A few years ago George Osborne would have bristled at the idea that one of his budgets wouldn’t be the biggest event of the political week. His ability to conjure rabbits out of hats had already prevented electoral defeat for the Tories once (his 2007 inheritance tax pledge, now consigned to history, scared Gordon Brown out of calling an election he would have won).
But this week a low-key Budget was just what Osborne wanted — and delivered. One imagines, though, that he can’t be happy with the careless way that Downing Street managed to alienate almost the entire press just 72 hours before he got up to deliver it.
I understand that an inquest is now under way at No. 10 into who allowed Oliver Letwin to wander off by himself and negotiate press regulation in Ed Miliband’s office in the wee hours of Monday morning.
The Chancellor wanted to avoid a repeat of last year’s Budget troubles: this year’s statement was free of the pernickety measures littered throughout last year’s. His tone was sombre.
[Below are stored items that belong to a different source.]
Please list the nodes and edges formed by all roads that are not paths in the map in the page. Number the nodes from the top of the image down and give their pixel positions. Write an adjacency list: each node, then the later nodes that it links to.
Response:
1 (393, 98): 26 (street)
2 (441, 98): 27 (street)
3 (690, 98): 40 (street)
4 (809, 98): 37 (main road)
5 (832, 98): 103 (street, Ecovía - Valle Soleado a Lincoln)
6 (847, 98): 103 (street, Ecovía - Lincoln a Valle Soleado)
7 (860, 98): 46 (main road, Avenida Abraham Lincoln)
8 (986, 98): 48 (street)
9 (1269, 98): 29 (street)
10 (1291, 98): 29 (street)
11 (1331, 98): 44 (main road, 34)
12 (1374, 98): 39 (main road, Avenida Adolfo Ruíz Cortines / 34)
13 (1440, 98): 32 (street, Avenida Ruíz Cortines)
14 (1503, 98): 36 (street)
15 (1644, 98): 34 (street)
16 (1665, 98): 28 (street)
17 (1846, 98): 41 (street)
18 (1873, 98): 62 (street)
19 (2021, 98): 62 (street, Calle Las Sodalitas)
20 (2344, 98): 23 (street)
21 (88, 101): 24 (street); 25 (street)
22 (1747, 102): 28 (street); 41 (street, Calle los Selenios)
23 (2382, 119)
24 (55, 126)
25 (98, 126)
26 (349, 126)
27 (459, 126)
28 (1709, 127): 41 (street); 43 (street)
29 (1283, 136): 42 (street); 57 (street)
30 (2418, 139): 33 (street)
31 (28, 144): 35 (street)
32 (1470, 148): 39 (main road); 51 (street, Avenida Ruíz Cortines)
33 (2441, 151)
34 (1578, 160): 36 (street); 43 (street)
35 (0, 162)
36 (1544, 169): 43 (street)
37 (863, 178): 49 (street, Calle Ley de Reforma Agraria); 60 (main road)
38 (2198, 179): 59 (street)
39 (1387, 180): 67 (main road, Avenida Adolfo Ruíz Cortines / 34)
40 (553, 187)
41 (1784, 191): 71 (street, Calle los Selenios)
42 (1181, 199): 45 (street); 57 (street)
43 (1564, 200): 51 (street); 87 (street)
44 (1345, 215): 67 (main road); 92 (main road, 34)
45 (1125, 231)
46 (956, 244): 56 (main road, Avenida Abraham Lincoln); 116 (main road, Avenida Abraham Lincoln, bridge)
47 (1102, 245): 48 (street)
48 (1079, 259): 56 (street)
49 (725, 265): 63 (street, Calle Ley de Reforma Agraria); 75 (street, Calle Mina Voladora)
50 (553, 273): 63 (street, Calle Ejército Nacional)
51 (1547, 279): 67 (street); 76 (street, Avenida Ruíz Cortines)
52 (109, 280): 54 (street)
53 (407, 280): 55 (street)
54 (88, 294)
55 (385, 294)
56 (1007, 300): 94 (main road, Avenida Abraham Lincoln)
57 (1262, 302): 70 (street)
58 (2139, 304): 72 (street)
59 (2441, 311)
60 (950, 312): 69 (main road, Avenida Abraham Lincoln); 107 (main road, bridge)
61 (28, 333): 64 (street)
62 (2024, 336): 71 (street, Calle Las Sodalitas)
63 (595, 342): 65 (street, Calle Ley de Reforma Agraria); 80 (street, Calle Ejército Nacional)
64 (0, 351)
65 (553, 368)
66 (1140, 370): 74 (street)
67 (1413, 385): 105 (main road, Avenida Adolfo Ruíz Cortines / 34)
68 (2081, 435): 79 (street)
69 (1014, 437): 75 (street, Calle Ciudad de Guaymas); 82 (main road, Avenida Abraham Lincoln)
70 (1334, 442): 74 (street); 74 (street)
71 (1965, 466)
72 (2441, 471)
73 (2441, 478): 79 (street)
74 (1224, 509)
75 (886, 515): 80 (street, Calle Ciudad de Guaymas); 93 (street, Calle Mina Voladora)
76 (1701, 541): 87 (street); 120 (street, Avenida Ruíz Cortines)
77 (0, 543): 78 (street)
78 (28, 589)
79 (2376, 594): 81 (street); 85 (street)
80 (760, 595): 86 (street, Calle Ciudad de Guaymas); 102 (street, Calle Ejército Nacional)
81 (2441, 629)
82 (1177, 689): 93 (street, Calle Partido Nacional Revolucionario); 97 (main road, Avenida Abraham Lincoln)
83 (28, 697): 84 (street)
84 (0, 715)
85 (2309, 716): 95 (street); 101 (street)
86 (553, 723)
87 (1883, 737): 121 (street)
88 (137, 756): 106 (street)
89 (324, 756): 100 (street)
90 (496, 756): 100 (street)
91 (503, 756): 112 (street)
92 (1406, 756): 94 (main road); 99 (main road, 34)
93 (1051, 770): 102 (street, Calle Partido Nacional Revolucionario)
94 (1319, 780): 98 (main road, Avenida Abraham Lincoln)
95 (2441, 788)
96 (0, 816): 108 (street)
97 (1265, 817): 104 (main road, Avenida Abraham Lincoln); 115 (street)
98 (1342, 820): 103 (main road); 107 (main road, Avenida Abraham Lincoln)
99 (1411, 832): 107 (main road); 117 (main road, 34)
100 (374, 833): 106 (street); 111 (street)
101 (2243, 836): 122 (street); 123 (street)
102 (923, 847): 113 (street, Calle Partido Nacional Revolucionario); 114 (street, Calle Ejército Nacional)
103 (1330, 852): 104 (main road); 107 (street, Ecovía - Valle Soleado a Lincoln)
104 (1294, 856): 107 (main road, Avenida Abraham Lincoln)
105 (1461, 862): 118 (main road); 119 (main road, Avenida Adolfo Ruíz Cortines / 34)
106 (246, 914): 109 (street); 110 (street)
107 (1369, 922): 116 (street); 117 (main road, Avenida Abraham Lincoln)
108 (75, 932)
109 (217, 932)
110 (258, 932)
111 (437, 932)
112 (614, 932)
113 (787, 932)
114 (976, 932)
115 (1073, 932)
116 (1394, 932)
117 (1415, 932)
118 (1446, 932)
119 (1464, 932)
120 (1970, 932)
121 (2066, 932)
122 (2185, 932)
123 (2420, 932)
This was a more distinctly Tory Budget than Osborne’s previous ones. As those close to him delighted in saying, it cut spending to cut taxes. The reduction in the corporation tax rate to 20p emphasised the government’s efforts to make Britain competitive in ‘the global race’. The employment allowance, allowing employers to hire four staff on the minimum wage without paying employer’s national insurance, is a move to cheer those Tories who rightly fear the impact of our tax and regulatory system on small businesses.
Overall, though, Osborne’s message was that we need to keep on keeping on. This was leavened by various measures designed to ease the squeeze on family budgets.